━━━━━ Material supplied ━━━━━
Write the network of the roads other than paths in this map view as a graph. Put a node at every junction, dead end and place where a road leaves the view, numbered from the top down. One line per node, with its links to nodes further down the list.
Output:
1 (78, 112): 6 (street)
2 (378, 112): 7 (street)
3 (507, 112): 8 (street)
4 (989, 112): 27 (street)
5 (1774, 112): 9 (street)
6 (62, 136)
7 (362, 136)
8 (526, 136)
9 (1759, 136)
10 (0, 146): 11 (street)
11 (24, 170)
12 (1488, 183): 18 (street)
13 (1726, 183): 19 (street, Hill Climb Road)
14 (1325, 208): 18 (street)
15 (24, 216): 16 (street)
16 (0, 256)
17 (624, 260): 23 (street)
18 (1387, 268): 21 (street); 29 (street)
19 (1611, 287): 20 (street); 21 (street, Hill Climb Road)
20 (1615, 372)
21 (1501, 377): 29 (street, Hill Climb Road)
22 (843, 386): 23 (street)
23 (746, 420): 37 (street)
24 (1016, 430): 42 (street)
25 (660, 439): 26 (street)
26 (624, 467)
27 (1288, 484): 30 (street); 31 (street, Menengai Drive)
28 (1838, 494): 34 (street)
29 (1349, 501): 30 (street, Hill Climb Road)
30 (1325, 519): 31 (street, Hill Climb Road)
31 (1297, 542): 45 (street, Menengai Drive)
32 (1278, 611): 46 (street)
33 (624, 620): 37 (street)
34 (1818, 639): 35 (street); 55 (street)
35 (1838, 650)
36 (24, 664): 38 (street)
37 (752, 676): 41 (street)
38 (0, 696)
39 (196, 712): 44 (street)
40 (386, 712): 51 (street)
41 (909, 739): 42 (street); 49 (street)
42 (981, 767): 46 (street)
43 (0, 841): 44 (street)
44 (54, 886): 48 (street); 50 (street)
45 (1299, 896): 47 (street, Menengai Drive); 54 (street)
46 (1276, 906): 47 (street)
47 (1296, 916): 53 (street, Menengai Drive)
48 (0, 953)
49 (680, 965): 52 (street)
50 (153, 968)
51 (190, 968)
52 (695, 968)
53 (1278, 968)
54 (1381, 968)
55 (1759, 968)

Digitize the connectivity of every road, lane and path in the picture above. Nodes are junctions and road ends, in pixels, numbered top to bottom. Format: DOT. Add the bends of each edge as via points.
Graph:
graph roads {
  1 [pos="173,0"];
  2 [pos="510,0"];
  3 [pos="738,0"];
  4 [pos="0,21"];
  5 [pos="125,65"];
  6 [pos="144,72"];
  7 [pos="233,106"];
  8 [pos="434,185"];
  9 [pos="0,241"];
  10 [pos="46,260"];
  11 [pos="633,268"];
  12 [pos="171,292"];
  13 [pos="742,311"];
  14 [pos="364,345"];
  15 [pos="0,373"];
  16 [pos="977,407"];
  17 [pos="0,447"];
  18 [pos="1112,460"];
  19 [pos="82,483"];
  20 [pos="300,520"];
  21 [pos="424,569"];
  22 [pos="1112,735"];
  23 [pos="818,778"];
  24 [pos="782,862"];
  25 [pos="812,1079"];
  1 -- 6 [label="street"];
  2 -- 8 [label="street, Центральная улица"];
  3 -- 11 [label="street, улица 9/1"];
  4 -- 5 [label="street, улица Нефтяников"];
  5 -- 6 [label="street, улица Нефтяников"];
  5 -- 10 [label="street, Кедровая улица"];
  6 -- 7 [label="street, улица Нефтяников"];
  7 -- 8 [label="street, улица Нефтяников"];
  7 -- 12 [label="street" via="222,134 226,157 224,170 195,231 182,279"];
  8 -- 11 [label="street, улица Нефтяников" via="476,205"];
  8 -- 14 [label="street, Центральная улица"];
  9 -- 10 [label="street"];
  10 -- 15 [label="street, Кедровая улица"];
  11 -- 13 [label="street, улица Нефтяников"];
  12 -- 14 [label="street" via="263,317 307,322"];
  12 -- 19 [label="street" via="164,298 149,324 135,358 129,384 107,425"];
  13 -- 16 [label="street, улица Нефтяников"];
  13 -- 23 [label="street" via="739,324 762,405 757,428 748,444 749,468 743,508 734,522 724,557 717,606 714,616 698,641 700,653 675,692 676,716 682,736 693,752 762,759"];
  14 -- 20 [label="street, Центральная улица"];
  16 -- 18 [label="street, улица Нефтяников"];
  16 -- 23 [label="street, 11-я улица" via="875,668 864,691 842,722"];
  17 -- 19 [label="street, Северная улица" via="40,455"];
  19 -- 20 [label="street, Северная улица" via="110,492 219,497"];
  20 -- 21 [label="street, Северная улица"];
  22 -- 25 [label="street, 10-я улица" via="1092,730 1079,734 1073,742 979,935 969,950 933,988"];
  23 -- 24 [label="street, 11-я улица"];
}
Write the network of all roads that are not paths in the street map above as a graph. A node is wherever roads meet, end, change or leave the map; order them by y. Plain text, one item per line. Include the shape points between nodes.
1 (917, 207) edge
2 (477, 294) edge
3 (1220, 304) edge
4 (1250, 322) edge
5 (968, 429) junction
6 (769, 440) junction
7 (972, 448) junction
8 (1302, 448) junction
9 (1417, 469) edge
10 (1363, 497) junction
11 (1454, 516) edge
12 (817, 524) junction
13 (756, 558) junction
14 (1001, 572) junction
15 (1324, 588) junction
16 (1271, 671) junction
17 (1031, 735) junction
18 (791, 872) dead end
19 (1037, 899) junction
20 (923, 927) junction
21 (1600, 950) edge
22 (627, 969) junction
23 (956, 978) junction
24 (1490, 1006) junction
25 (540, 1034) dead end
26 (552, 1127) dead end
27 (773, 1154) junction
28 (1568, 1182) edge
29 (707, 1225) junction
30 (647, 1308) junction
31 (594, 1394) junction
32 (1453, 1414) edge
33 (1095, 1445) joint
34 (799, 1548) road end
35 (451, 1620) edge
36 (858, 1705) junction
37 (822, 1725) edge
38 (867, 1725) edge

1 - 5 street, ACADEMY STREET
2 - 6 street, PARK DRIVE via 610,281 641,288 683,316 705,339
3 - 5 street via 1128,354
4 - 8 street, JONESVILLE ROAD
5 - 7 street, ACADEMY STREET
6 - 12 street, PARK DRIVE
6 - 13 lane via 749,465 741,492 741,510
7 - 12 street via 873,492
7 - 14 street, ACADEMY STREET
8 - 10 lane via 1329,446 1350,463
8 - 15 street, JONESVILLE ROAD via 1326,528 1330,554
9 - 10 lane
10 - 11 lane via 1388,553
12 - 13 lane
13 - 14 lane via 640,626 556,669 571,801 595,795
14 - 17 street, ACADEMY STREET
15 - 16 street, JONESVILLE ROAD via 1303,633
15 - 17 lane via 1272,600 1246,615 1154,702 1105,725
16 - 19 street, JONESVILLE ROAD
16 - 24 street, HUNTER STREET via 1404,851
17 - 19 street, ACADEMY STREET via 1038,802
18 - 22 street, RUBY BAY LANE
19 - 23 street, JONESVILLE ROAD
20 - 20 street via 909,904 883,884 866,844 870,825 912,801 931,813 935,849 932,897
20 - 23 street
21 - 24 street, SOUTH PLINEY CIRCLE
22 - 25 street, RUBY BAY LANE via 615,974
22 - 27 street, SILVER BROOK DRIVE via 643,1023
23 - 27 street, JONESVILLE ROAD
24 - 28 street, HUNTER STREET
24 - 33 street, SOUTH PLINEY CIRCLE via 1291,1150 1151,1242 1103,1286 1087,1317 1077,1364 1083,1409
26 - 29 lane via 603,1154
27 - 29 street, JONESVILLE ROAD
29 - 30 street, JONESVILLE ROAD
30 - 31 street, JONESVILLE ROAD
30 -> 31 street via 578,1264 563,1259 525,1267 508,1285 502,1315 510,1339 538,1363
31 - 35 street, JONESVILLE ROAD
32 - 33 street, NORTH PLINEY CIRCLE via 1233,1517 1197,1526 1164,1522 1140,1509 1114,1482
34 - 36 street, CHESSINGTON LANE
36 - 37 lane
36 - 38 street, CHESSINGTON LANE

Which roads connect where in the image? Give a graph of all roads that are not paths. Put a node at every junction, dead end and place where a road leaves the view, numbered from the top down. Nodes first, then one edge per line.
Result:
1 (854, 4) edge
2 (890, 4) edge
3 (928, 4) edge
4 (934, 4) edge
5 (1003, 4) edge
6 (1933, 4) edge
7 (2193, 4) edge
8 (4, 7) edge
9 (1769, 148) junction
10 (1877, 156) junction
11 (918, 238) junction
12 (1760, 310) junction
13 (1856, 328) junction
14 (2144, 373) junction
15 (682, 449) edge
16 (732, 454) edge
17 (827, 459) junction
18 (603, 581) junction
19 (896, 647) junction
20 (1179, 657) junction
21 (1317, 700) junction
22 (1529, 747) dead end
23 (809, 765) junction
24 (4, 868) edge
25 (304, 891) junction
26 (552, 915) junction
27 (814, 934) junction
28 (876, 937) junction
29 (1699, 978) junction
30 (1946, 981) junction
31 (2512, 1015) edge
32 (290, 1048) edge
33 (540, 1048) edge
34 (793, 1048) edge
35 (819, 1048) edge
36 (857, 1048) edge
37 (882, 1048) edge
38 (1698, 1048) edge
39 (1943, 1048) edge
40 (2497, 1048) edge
━━━━━
Work instructions: Among the lines of the data above, find those with the word "Северная" and show them.

Result:
  17 -- 19 [label="street, Северная улица" via="40,455"];
  19 -- 20 [label="street, Северная улица" via="110,492 219,497"];
  20 -- 21 [label="street, Северная улица"];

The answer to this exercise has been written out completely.